Tempos de Criança

Lhe apresento Nessa, com o peito repleto de energia a correr sozinha ao encontro da lagoa. Lembro como hoje, a água limpa e bela, os pequenos peixes, a dança das árvores, quem sabe retorne para o braços que deixei por perto do pé de cajú. Sombra que delicia, o violão, o vento e o cantar dos amigos… A voz doce pedindo mais uma canção, qual delas? – disse a ela. 
 

São em dias como esses que vejo a importância do sentir… Quisera eu por na janela, ruas, outdoor, o sopro de Deus, percorrendo as árvores e o canto afinado das aves.

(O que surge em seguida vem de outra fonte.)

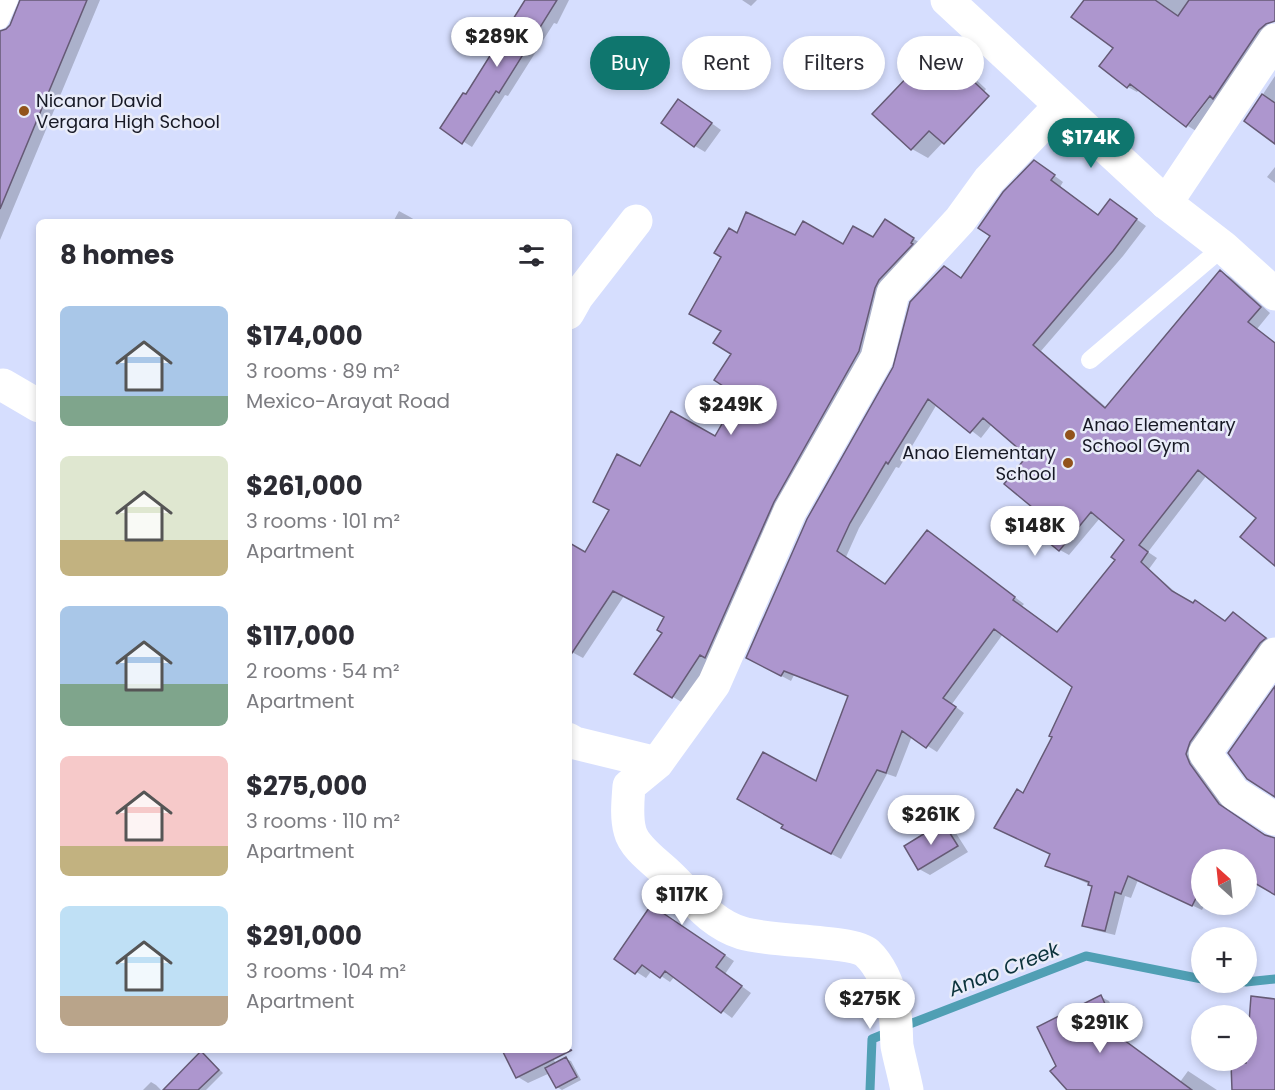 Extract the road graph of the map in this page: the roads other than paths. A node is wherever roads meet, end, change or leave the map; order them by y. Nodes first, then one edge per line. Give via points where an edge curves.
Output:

Por recordar me vem ao peito a alegria, pois foi em um dia como esse que conheci uma grande paixão.


Pés descalços percorrendo o chão batido, no total era 12 pessoas em campo. O brado de alegria ao percorrer com a bola nos pés ao encontro do adversário, com o corpo ângulo, lhe permite completar a jogada. Pois bem, o grupo vibra com a vitória. Hora de dar lugar a outros entrarem na brincadeira.


Meninas a conversar a beira da lagoa, outras em baixo das árvores, quanto a mim? … Hoje não saberia dizer. A quem diga que estive bem, bom é poder compartilhar suor e energia com a mãe terra. Tive o prazer de chegar em casa suado com a unha arrancada por chutar uma pedra em vez da bola. São sinais de tempos que não voltam, transformaram-se em poesia. Percorreram mares, tempos, estações, estados e dores. Hoje as tenho comigo. 
 

Por fim, deixo aqui meu singelo e afetuoso carinho.